Hello, I am a Christian, and have greatly enjoyed browsing your archives and learning more about your religion. I understand that Muslims are discouraged from flirting or dating in order to prevent fornication. I have browsed through your archives and read responses to other questions of this nature implying that it is best not to even talk about personal things with the opposite sex. Instead, by keeping conversations limited to work/school etc. flirtation is avoided. My question then is, how is a young person supposed to fall in love??? If you are not allowed to spend time together in a personal way, or talk about personal things, or convey favor to one person (ie. state that you have affection - which is flirting).
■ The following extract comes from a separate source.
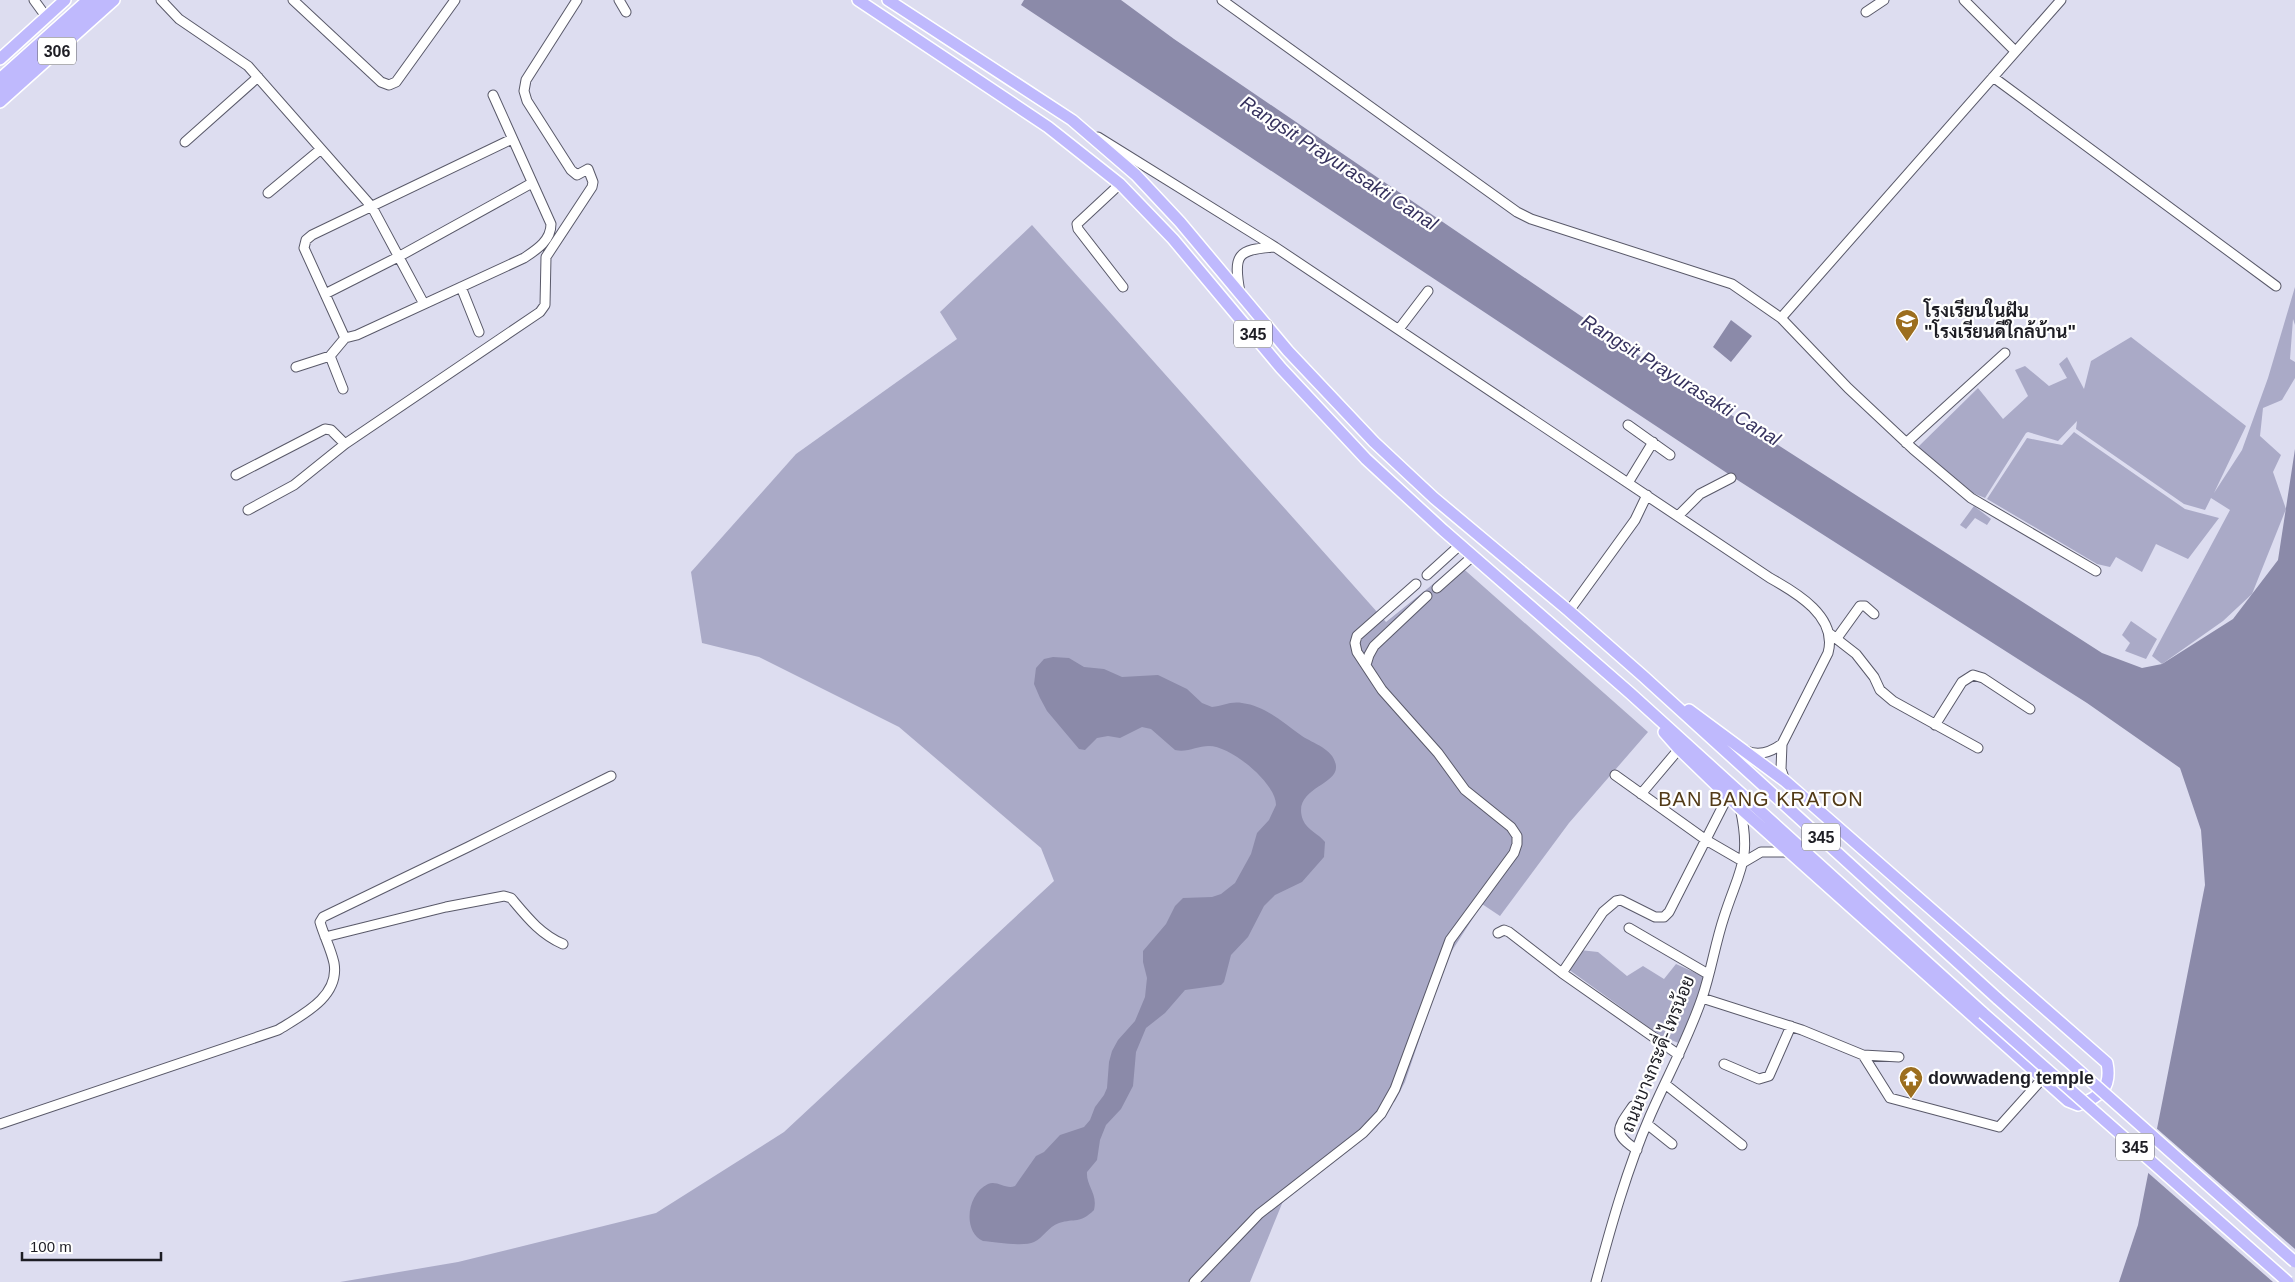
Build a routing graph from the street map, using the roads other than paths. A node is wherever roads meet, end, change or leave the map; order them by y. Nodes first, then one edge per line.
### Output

Then how can you get to know a person well enough in order to: a) fall in love? b) decide that they are the person you want to spend the rest of your life with? How is a Muslim boy/girl supposed to know if their partner will be a loving parent, a good provider, an enjoyable companion etc. if all contact before marriage is limited to formality and distancing between the sexes? Thank you for your time.
Amani Aboul Fadl Farag
Salam dear Carine,
Thank you for your question and for contacting Ask About Islam.
Although I have answered many questions concerning the issues of male-female relationships and whether Muslim society is mixed or segregated, apparently those subjects are always on top of controversial issues and need regular refreshment!
In all societies men and women communicate for different reasons at work, in business, in market places, in classrooms, etc. In such cases what do we need intimacy for? When intimate feelings grow between a man and a woman whose intentions are not directed towards marriage, it becomes a serious problem that may lead to an extra- or pre-marital sexual affair, which is not accepted under any circumstances.
But in some cases a couple feels a certain attraction towards each other with a “serious” intention to get married; here the situation becomes different. In this case meeting and talking are not only permitted but also recommended. The Prophet (peace be upon him) directed the couple who are planning for an engagement to talk and look at one another in order to make the decision. This is to be considered the basis upon which love and affection is established between them.
However such closeness with the intention of getting married is not left without limits; as I have just mentioned, pre-marital sex is not allowed under any circumstances. A woman must never be alone with a man in a private place; she should have her father, brother, or uncle with her. Or in the case of converts or others who don’t have family to chaperone, a potential couple can double-date with a married couple or in a public place, while keeping with the shar`i limitations. This way the potential spouses can get to know each other and also see how they interact with others, which is just as important in getting to know a person.
Also, in Muslim countries it is the custom for a man and woman, once they have agreed to marry, to have a `aqd (signing of the marriage contract) some weeks or months before consummating the marriage and living together. After the `aqd they are legally married and may be alone together. For more about such matters you can submit your detailed questions to our Ask the Scholar page.
Away from the religious ruling of prohibition, I doubt that pre-marital cohabitation or even flirtation can lead to a better understanding of the “would be” husband or wife. On the contrary, this type of relationship confines love to that of a physical attraction, which, I believe, is too strong to allow reason to work in a proper way.
Tom Stoppard, the famous British playwright, once stated that “sex is the attraction that Newton left out.” An attraction of such severity can possibly blind the eyes from detecting the actual defects in the future life partner; whereas keeping a reasonable distance from him or her may give a better overall vision that does not concentrate on one aspect—that of physical desire—at the expense of other aspects that are related to the personality. In addition to this, with marriage being a decision of such magnitude, parents are invited to give their opinion about it. This decision is made not only through passion but through the experience of life, which young couples definitely lack.
Islam looks at this relationship as a sacred responsibility and not as a love game or temporal pleasure. In this way Islam’s restriction on over-intimacy between man and woman, even in case of a planned marriage, is not meant to fail this marriage as much as it is to supply it with all possible factors of success: first by making it a wise decision based on reason and logical thinking, away from the pressure of sexual desires; and second by making it “imperative” for the parents to give an opinion.
Hope the above is helpful. Thank you and please do keep in touch.